Injector Dynamics 1000 and FIC 900 are Bosch injectors modified to 880cc. As stated before, I am using the black/blue tip Siemens Deka cores used on the 04-05 SRT-4.

Flow balance, as it has been marketed to you, is only important with aftermarket modified cores. Most of these cores flow a certain amount in a raw fashion, and are then restricted by one or more precisely manufactured tips that are crimped or seam welded in place. These aftermarket modified units are flow match at 3% duty in the 2000-4000 rpm range, and again at 85% duty, for the sole purpose of good idle characteristics.

A 5% discrepancy at idle in an OEM injector of the last decade would likely not pass emissions. Most of these modified pencil cores would be unacceptable to any OEM in the last decade.

Originally Posted by 99kleansi View Post
Are you tuning each individual cylinder according to EGTs or for overall advantage.
EGTs are for determining if there is a mechanical problem with the engine. The only time I'd do that are SBF in the 1400+ whp range as they have heat issues and are prone to thermal imbalance, despite which people still love them and insist on building them, so that's what you do. None of which has anything to do with a mild 200whp per liter street car, or for part throttle fuel efficiency.

Individual cylinder fuel and ignition trims, however, are vital for any performance tune. Those are best based off of the nature and condition of the carbon coat on top of the piston, and EGTs would not correctly reflect this. EGTs express the heat any one cylinder sheds, and not the heat that is absorbed and dealt with by any one cylinder. Much like octane, EGTs are not what people think.

All of this is entirely outside the realm of a FE tune, which would not require individual cylinder trims or temperature monitoring. Such things are largely a waste of time on a car like that. A highway cruise requires 12-18whp. Not to be hurtfully sarcastic, but oh no such power can hardly be contained?

Originally Posted by 99kleansi View Post
The ID injectors will make this real simple as the RC injector in the past were not as linear. The IDs also work real well at high pressure around 100PSI to def atomize the fuel.
You're talking about a huge power turbo car injector? 1000cc/min at 43.5 psi comes out as a stream and not a mist, at 100 psi and commeasurate increase in flow the bottom line atomization isn't significantly better. Not enough to make a FE related post in a FE forum about it, although the performance guys might like to hear that they have perks past smooth idle and big flow at big pressure.

For a 300-350 whp street car, I'll stick to the smaller pencil cores. Everything about them is better with regard to flow balance (irrelevant at the present technology level, unless you are an OEM appeasing the EPA/DOT) and especially FE.

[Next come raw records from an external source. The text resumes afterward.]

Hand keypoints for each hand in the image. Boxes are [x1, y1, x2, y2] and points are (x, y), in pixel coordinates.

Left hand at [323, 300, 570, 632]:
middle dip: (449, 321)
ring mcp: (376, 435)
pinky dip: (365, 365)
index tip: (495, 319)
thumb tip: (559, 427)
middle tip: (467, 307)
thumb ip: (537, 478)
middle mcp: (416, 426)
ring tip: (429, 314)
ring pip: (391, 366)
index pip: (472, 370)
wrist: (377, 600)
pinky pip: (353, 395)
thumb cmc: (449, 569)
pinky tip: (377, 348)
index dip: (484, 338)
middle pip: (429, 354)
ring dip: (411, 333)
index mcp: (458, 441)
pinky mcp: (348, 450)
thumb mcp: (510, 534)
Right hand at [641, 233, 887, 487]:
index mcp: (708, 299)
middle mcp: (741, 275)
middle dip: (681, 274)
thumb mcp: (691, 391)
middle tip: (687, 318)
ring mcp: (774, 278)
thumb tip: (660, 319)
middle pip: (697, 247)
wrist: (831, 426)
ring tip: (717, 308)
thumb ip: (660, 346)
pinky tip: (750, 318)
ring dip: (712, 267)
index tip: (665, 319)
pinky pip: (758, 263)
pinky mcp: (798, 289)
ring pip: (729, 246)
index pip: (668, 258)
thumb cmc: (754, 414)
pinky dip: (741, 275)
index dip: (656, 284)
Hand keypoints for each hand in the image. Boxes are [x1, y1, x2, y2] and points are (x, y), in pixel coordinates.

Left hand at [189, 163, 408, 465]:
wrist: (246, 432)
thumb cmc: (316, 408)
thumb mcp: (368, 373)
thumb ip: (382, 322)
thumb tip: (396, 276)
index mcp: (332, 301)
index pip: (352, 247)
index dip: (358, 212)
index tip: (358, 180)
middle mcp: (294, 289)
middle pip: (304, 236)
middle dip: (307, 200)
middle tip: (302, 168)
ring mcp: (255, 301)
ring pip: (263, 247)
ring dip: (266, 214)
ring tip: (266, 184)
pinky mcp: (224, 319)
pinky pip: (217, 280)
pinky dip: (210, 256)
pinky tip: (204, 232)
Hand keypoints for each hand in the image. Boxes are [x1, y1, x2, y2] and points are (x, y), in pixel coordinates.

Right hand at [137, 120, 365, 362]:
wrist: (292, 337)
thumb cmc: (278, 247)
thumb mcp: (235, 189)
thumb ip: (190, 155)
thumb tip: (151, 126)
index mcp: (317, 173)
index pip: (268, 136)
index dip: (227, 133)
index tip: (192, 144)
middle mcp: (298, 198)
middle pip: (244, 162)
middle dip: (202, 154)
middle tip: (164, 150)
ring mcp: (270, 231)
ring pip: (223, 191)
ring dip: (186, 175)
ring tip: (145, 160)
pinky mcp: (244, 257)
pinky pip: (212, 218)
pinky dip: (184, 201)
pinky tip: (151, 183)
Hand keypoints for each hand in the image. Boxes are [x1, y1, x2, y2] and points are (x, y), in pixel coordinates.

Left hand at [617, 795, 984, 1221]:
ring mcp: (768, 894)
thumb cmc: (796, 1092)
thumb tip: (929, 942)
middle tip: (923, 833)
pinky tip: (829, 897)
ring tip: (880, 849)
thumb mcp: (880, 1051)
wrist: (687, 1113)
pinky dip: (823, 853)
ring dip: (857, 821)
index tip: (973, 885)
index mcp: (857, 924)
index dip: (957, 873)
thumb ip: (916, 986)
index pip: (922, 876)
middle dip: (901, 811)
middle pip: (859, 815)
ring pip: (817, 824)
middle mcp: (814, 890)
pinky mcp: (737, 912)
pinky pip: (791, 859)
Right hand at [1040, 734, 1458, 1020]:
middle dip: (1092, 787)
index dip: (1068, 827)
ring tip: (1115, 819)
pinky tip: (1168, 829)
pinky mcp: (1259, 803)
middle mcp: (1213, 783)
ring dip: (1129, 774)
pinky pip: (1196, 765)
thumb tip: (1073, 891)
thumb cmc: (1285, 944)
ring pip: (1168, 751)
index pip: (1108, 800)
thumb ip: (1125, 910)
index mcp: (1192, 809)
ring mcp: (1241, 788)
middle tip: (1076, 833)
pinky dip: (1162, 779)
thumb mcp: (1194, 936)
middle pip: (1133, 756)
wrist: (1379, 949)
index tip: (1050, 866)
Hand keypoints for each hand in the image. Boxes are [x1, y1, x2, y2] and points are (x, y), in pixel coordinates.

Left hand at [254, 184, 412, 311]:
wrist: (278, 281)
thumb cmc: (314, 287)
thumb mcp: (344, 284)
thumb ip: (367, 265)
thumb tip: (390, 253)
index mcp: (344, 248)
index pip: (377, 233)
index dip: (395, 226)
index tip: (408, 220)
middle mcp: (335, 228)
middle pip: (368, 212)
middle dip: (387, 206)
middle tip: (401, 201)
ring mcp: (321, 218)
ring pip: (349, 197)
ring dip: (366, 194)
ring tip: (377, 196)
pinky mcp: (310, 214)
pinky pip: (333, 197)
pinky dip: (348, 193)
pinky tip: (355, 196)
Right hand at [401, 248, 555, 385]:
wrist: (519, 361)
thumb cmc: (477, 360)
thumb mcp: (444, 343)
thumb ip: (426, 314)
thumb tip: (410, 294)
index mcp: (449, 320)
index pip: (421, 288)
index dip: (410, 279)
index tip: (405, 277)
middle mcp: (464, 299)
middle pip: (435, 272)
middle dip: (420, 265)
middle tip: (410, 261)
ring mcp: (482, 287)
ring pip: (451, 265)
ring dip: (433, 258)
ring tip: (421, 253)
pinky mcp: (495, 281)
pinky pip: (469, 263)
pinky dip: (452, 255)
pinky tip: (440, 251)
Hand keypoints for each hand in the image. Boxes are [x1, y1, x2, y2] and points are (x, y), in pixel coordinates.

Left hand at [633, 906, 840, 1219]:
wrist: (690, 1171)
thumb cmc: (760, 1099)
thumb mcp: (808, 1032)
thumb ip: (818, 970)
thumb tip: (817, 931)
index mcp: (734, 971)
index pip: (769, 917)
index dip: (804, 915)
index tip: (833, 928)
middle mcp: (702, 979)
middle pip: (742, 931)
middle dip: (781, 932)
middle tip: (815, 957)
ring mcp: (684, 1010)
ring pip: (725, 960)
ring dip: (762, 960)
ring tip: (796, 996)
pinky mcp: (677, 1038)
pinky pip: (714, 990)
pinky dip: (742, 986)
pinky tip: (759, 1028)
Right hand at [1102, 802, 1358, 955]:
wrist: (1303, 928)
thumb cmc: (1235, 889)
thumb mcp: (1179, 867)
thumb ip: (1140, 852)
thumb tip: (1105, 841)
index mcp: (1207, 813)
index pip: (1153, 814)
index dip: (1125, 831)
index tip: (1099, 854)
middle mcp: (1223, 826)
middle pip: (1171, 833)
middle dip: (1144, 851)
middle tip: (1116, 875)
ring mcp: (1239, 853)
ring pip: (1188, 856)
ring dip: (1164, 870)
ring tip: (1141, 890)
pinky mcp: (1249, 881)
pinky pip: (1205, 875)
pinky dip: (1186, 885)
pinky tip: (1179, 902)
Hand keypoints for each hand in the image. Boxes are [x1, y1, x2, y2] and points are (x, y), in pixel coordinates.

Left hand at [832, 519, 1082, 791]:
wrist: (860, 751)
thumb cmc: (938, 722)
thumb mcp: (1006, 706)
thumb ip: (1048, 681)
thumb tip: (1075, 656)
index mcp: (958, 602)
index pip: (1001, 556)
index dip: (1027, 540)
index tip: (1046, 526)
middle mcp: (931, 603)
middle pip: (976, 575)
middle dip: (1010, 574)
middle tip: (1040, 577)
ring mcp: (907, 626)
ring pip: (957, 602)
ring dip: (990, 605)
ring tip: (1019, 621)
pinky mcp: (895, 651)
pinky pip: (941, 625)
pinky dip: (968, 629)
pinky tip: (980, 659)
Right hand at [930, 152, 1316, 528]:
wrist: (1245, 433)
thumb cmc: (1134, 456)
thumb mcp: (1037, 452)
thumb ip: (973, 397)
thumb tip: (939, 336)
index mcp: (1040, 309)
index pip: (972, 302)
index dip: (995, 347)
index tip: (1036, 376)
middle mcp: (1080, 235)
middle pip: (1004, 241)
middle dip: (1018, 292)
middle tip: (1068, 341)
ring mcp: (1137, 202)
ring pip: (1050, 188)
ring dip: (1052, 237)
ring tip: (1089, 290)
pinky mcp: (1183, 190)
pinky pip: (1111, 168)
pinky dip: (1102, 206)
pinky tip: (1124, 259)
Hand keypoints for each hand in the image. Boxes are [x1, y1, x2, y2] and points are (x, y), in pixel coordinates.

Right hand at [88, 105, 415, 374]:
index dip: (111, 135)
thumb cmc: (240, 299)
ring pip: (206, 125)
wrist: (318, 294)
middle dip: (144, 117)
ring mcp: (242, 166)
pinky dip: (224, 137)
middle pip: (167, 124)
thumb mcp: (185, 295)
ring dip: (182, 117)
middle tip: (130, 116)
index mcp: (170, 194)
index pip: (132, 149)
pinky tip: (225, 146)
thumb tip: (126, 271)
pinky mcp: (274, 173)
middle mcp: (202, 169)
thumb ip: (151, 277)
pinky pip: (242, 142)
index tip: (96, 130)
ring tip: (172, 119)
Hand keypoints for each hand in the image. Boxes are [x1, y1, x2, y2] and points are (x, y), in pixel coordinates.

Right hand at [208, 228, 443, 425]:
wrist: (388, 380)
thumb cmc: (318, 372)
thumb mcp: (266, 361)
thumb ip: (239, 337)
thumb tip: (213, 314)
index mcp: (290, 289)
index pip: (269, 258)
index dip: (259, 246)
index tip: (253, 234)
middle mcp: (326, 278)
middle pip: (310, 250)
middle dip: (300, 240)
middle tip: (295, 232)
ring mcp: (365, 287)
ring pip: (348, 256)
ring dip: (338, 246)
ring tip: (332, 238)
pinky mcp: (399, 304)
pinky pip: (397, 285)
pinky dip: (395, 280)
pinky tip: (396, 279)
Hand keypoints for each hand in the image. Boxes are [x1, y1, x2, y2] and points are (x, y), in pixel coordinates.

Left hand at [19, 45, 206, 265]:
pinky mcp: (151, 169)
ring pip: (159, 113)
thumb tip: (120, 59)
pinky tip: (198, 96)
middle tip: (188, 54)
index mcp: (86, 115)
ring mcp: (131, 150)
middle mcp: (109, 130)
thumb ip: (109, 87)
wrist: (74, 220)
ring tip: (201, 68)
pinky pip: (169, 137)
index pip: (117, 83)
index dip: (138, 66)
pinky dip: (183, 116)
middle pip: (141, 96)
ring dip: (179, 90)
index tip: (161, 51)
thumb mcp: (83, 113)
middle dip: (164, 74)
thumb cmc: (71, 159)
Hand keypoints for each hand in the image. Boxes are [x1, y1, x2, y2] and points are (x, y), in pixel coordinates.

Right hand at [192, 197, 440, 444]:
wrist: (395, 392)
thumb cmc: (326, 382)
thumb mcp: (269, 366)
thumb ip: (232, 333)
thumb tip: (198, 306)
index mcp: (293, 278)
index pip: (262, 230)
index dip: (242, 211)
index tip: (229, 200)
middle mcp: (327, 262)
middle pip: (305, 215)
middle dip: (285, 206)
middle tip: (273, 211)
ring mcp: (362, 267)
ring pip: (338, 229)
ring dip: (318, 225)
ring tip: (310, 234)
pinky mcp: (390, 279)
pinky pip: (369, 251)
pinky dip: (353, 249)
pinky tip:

Originally Posted by 99kleansi View Post
I am under the impression that no motor actually runs @ 14.7:1 as that would be unrealistic. I would assume you could get around 15:1 or 16:1 with almost no load on the engine.
Depending on the motor configuration, and injector atomization, 15.8-17.4:1 indicated AFRs is the tip over point where combustion pressures fall off. I ran an old D15B7 around at 16:1 part throttle and 13.9-14.2:1 WOT, you could feel the O2 sensor switch point at cruise as a slight surge. With the 12.5:1 D16Y5 I was in the 17's at a cruise and 13.0's WOT and it got much better efficiency due to quench/etc, despite the sportier gearing, with no closed loop surge, as well as better mpgs at all loads and speeds while making twice the power.

Originally Posted by 99kleansi View Post
In some programs on the Hondas you can allow the dwell angle in the distributor to accumulate more spark energy in the coil to help a more efficient burn with out having to fork out for an ignition system that would allow more sparks over a certain amount of degrees of rotation.
No, it doesn't work that way. I was the guy with the oscilloscope who tested that for eCtune, it was never correctly implemented. With 13.75-14.25 volts available you can only charge any given coil so much. Any particular design coil's inductive reactance, however, will require a different charge time at any given frequency (rpm) than another design coil will. That table is there to add a little bit more dwell to MSD Blaster2/SS coils in the 3000-6000 rpm range so that they function as well as a fresh OEM coil does - and due to the confusion I've passively advocated removing that table. There's no free lunch, at the end of the day performance cars need an ignition amplifier to get the job done. Conventional spark ignitions are very crude, and either the air/fuel mix lights or it doesn't. For low power FE setups, not worth thinking about.

Also, you want one spark, precisely timed, not multiple ones. That's another advertising campaign, thanks a bunch MSD.